Between them they ran the Devonshire Arms at Middle Handley before taking over Rafters, one of the area’s top restaurants, from Marcus Lane in 2013. “I knew I was going to buy my own place, I just thought it would be a pub,” he grins.

It’s from here that he is anxious to find the next generation of service staff. It could be a battle. “People will say my compliments to the chef but seldom to the waiters. And when they come they all want to be sommeliers – the new rock stars of the restaurant business – but don’t know from which side to lay a plate or how to crumb a table.” They are at the right place if they want to know about wine: last year Alistair became the city’s first certified sommelier.

Alistair, who is 31, leaves nothing to chance. The system is still in its infancy but customers likes and dislikes are recorded and new bookings are researched. That’s how they spotted the Michelin inspector. The last time we went to Rafters Alistair recalled my wife’s love of hake. So had he logged that? “I don’t know how but I just know some things. I only wish I could remember some of the things my wife Toni tells me!” They have a son, Oscar.

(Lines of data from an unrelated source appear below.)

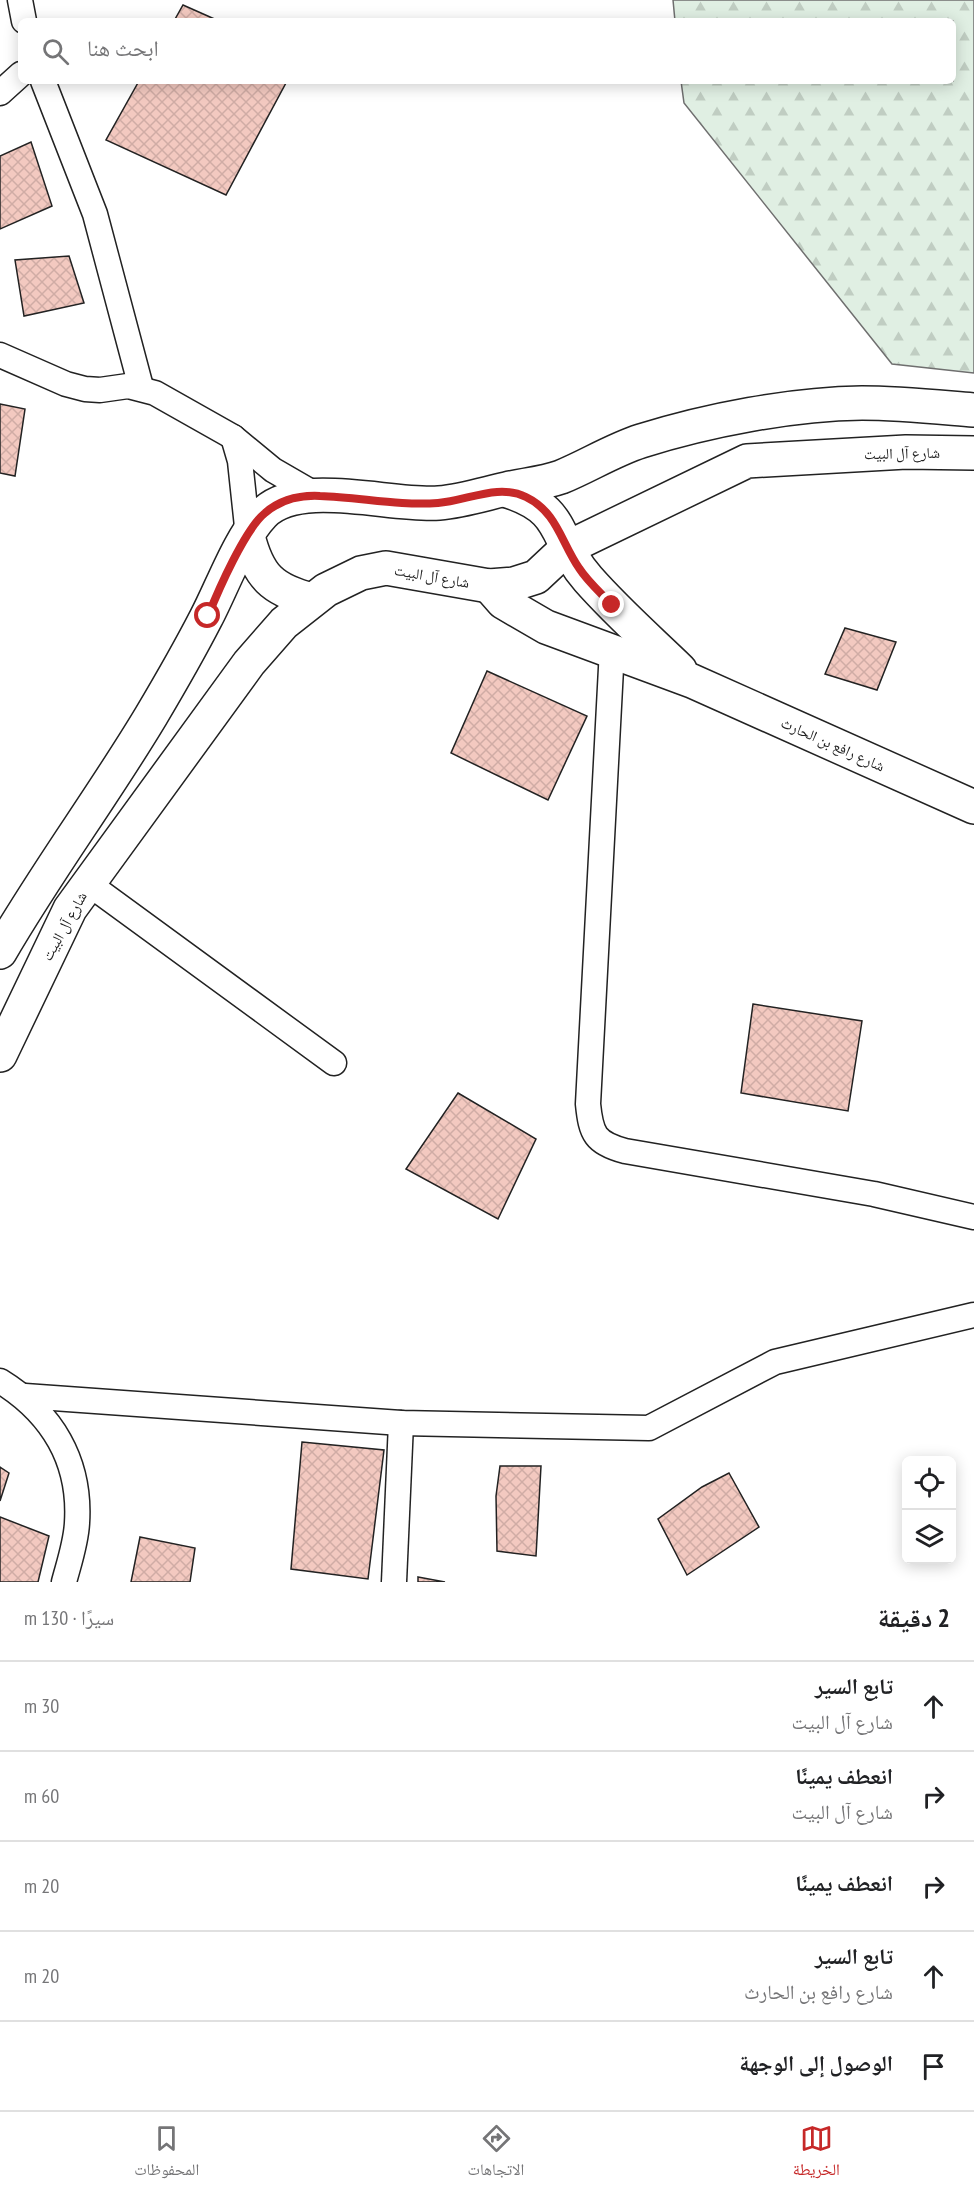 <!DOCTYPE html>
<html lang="ar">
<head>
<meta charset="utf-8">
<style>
	:root { --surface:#fff; --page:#f6f6f6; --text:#202124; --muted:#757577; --line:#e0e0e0; --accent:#c62828 }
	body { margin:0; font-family:"PT Sans Narrow","Noto Naskh Arabic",sans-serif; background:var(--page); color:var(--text); direction:rtl }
	.controls { position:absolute; right:18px; bottom:18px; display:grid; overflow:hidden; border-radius:9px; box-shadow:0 3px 15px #0003 }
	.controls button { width:54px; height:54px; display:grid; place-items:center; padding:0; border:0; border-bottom:2px solid var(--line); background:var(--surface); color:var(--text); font:30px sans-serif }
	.stop { position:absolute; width:18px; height:18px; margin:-14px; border:4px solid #c62828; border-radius:50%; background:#fff }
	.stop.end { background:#c62828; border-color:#fff; box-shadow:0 2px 6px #0008 }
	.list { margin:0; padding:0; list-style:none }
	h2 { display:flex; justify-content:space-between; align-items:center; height:78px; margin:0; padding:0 24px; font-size:26px }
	h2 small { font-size:20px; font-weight:400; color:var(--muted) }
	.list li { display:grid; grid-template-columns:39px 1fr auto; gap:18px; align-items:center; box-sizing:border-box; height:90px; padding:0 24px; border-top:2px solid var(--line) }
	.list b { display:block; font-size:22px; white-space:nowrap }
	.list p { margin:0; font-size:20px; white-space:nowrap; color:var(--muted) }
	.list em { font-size:20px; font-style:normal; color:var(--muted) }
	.icon { flex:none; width:33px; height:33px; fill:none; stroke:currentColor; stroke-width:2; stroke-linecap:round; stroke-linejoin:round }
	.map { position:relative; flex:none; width:974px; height:1582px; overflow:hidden; direction:ltr }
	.search { position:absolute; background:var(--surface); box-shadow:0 3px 15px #0003; left:18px; right:18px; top:18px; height:66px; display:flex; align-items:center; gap:15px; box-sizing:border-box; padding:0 21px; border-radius:9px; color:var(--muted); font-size:22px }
	.sheet { height:528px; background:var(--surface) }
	nav { display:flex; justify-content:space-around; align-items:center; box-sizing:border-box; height:84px; border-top:2px solid var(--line); background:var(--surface); font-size:16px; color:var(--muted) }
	nav a { display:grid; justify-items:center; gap:3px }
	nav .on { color:var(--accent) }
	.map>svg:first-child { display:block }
</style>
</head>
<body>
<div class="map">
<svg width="974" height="1582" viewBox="0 0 974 1582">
	<defs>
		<pattern id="forest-firs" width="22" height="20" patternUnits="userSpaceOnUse" patternTransform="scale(1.5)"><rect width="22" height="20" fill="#e0efe3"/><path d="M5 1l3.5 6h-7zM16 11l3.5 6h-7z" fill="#c0cdc2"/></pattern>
		<pattern id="building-cross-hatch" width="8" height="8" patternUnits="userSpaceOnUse" patternTransform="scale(1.5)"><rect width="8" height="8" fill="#f3c9c0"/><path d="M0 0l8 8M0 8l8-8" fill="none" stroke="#d0aca5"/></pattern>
	</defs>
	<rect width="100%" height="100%" fill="#fff"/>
	<path fill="url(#forest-firs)" stroke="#6f6f6f" stroke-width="1.5" d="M673 0H974V373L892 364 684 103 681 81H953V21H675Z"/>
	<g fill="url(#building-cross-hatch)" stroke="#222" stroke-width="1.5">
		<path d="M183 5 219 21H174Z"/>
		<path d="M139 81H287L226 195 106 140Z"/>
		<path d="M31 142 52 206 0 229V156Z"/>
		<path d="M69 256 84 303 24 316 15 260Z"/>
		<path d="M0 404 25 409 15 476 0 473Z"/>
		<path d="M845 628 896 642 877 690 825 674Z"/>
		<path d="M487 671 587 716 548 800 451 753Z"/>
		<path d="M753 1004 862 1021 848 1111 741 1093Z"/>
		<path d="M458 1093 536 1139 498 1219 406 1169Z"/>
		<path d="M302 1442 384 1450 368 1579 291 1569Z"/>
		<path d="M500 1466H541L536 1556 497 1551 496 1496Z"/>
		<path d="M0 1467 9 1473 0 1501Z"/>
		<path d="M729 1473 759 1527 687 1575 658 1519 702 1487Z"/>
		<path d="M0 1517 49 1536 38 1582H0Z"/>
		<path d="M140 1537 195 1548 190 1582H131Z"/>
		<path d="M418 1577 445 1582H418Z"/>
	</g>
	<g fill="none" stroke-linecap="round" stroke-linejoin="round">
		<defs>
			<g id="street">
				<path d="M20 0 24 21"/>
				<path d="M43 81 95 214 141 387"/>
				<path d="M0 93 21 74"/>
				<path d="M0 355 66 384 85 389 100 390 128 386 155 393 233 437 273 470 318 496"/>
				<path d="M233 437 240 461 248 536"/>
				<path d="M612 649 588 1104C591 1134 595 1143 625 1151L874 1194 974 1217"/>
				<path d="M89 884 334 1063"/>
				<path d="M0 1381C52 1413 81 1461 77 1523 76 1543 69 1563 64 1582"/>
				<path d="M25 1396 401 1423 649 1428 775 1362 974 1315"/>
				<path d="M394 1582 401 1423"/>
			</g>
			<g id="secondary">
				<path d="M505 490C569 510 552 538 588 579 617 612 649 640 680 670"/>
				<path d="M248 536C258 576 272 590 312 600"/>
				<path d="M489 586 503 602 546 627 692 681 974 807"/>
				<path d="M0 952C47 871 103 796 151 716 170 684 189 651 206 618 222 588 239 539 263 514 299 477 391 507 439 503 462 501 484 494 506 489 524 485 544 483 561 477 588 466 613 450 641 441 708 420 791 404 862 403 899 403 937 407 974 410"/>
				<path d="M0 1055 70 909 249 663 284 623 326 590 361 573 386 568 489 586 514 584 536 577 567 548 747 461 906 452 974 453"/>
			</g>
		</defs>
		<use href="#street" stroke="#222" stroke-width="27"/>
		<use href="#secondary" stroke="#222" stroke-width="36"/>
		<use href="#street" stroke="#fff" stroke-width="24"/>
		<use href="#secondary" stroke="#fff" stroke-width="33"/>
	</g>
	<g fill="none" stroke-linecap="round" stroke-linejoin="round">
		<path stroke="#c62828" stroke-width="8" d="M208 616C218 591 245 529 265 513 280 500 300 495 320 496 359 497 398 506 438 503 467 501 498 483 526 497 557 512 561 542 579 568 588 582 601 593 612 605"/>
	</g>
	<g text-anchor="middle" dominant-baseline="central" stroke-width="4.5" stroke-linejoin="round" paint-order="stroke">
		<g font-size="15" fill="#222" stroke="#fff">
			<text transform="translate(902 453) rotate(-1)">شارع آل البيت</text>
			<text transform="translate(432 576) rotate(10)">شارع آل البيت</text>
			<text transform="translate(833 744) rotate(24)">شارع رافع بن الحارث</text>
			<text transform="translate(64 926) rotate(-61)">شارع آل البيت</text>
		</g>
	</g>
</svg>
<div class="controls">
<button><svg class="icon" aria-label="locate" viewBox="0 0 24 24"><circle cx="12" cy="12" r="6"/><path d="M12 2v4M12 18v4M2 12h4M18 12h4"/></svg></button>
<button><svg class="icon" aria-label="layers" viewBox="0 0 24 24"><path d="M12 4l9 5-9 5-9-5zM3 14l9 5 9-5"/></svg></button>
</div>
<div class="stop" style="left:208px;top:616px"></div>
<div class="stop end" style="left:612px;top:605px"></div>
<div class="search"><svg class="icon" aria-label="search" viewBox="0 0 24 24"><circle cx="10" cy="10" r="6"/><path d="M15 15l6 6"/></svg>ابحث هنا</div>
</div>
<section class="sheet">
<h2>2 دقيقة<small>سيرًا · 130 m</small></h2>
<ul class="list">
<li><svg class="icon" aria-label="ahead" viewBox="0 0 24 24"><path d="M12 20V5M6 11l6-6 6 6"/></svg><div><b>تابع السير</b><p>شارع آل البيت</p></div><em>30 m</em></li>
<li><svg class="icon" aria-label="right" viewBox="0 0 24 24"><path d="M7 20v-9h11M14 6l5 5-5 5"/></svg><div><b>انعطف يمينًا</b><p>شارع آل البيت</p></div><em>60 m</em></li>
<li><svg class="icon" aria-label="right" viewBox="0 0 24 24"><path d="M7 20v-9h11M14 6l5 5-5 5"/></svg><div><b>انعطف يمينًا</b></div><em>20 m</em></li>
<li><svg class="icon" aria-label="ahead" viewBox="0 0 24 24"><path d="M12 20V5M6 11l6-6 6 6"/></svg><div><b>تابع السير</b><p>شارع رافع بن الحارث</p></div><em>20 m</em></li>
<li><svg class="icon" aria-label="arrive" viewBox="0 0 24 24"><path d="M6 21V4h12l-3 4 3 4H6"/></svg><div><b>الوصول إلى الوجهة</b></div></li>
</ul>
</section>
<nav>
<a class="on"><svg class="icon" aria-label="map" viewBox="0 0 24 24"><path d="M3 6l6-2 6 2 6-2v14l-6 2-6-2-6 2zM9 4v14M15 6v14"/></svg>الخريطة</a>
<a><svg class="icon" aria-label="directions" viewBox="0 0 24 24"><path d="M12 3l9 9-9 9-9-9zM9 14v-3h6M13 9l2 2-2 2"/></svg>الاتجاهات</a>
<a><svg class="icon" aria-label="saved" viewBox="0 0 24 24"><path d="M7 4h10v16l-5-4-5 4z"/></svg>المحفوظات</a>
</nav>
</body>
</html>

The staff are encouraged to get involved in the running of the restaurant. Rafters has a ‘creative hub’ where they can brainstorm ideas. Half an hour before service the waiters and waitresses are briefed on who is coming and how to treat them. On a recent Friday he noticed he’d got a ‘Valentines Night’ ahead, almost all tables of two. Tom looked baffled as Alistair asked staff to just be a little louder to create more of a buzz that evening then retreated to his kitchen and let him get on with it.

Did it work? “The tips jar was full,” he says.